One key reason thread hijacking is so successful is that these attacks generally do not include the tell that exposes most phishing scams: A fabricated sense of urgency. A majority of phishing threats warn of negative consequences should you fail to act quickly — such as an account suspension or an unauthorized high-dollar charge going through.

In contrast, thread hijacking campaigns tend to patiently prey on the natural curiosity of the recipient.

Ryan Kalember, chief strategy officer at Proofpoint, said probably the most ubiquitous examples of thread hijacking are “CEO fraud” or “business email compromise” scams, wherein employees are tricked by an email from a senior executive into wiring millions of dollars to fraudsters overseas.

But Kalember said these low-tech attacks can nevertheless be quite effective because they tend to catch people off-guard.

“It works because you feel like you’re suddenly included in an important conversation,” Kalember said. “It just registers a lot differently when people start reading, because you think you’re observing a private conversation between two different people.”

Some thread hijacking attacks actually involve multiple threat actors who are actively conversing while copying — but not addressing — the recipient.

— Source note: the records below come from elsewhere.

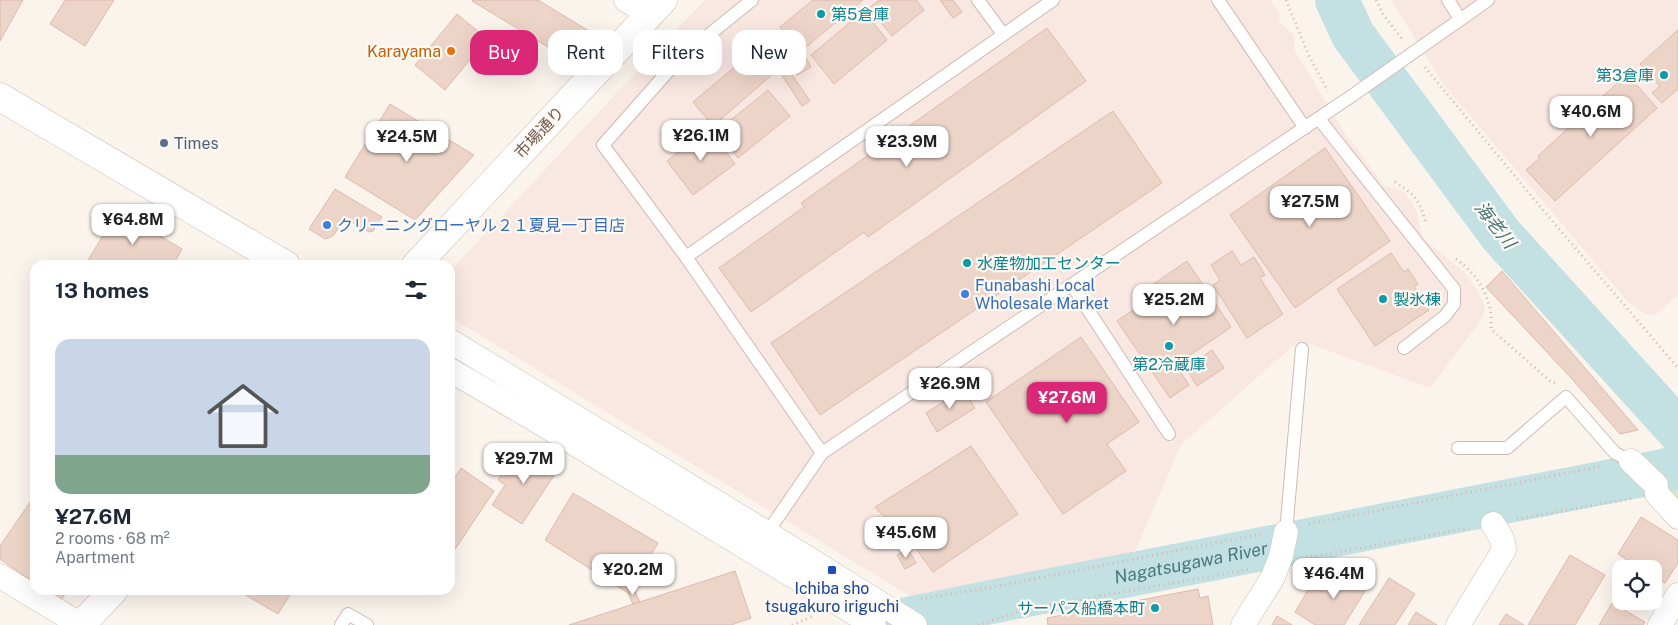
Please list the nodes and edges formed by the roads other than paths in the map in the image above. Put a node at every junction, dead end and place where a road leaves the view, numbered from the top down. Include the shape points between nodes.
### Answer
1 (626, 0) edge
2 (752, 0) edge
3 (978, 0) edge
4 (1053, 0) edge
5 (1218, 0) edge
6 (1448, 0) edge
7 (1488, 0) edge
8 (656, 7) edge
9 (1460, 19) junction
10 (1003, 34) junction
11 (0, 97) edge
12 (1319, 119) junction
13 (1305, 128) junction
14 (686, 257) junction
15 (277, 260) edge
16 (421, 260) edge
17 (1072, 285) junction
18 (455, 344) edge
19 (1404, 348) dead end
20 (1302, 349) dead end
21 (455, 373) edge
22 (1169, 434) dead end
23 (1458, 448) dead end
24 (822, 453) junction
25 (1634, 462) joint
26 (1678, 517) edge
27 (1493, 524) road end
28 (1286, 532) joint
29 (767, 533) junction
30 (0, 576) edge
31 (30, 594) edge
32 (31, 595) edge
33 (109, 595) edge
34 (1678, 596) edge
35 (81, 625) edge
36 (341, 625) edge
37 (368, 625) edge
38 (874, 625) edge
39 (915, 625) edge
40 (1243, 625) edge
41 (1458, 625) edge
42 (1660, 625) edge

1 - 8 street
2 - 14 lane via 679,59 603,145
3 - 10 lane
4 - 10 lane
5 - 13 lane
6 - 9 lane
7 - 9 lane
8 - 16 street, 市場通り
9 - 12 lane
10 - 14 lane
11 - 15 street
12 - 13 lane
12 - 19 lane via 1454,289 1454,304 1445,316
13 - 17 lane
14 - 24 lane
17 - 22 lane
17 - 24 lane
18 - 29 street
20 - 28 lane
21 - 38 street via 529,416 830,608
23 - 25 lane via 1507,448 1566,397 1615,453
24 - 29 lane
25 - 26 street
27 - 41 street via 1504,550
28 - 40 street via 1273,577
29 - 39 street
30 - 31 street
32 - 35 street
33 - 35 street
34 - 42 street
36 - 37 lane via 348,614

“We call these multi-persona phishing scams, and they’re often paired with thread hijacking,” Kalember said. “It’s basically a way to build a little more affinity than just copying people on an email. And the longer the conversation goes on, the higher their success rate seems to be because some people start replying to the thread [and participating] psycho-socially.”

The best advice to sidestep phishing scams is to avoid clicking on links or attachments that arrive unbidden in emails, text messages and other mediums. If you’re unsure whether the message is legitimate, take a deep breath and visit the site or service in question manually — ideally, using a browser bookmark so as to avoid potential typosquatting sites.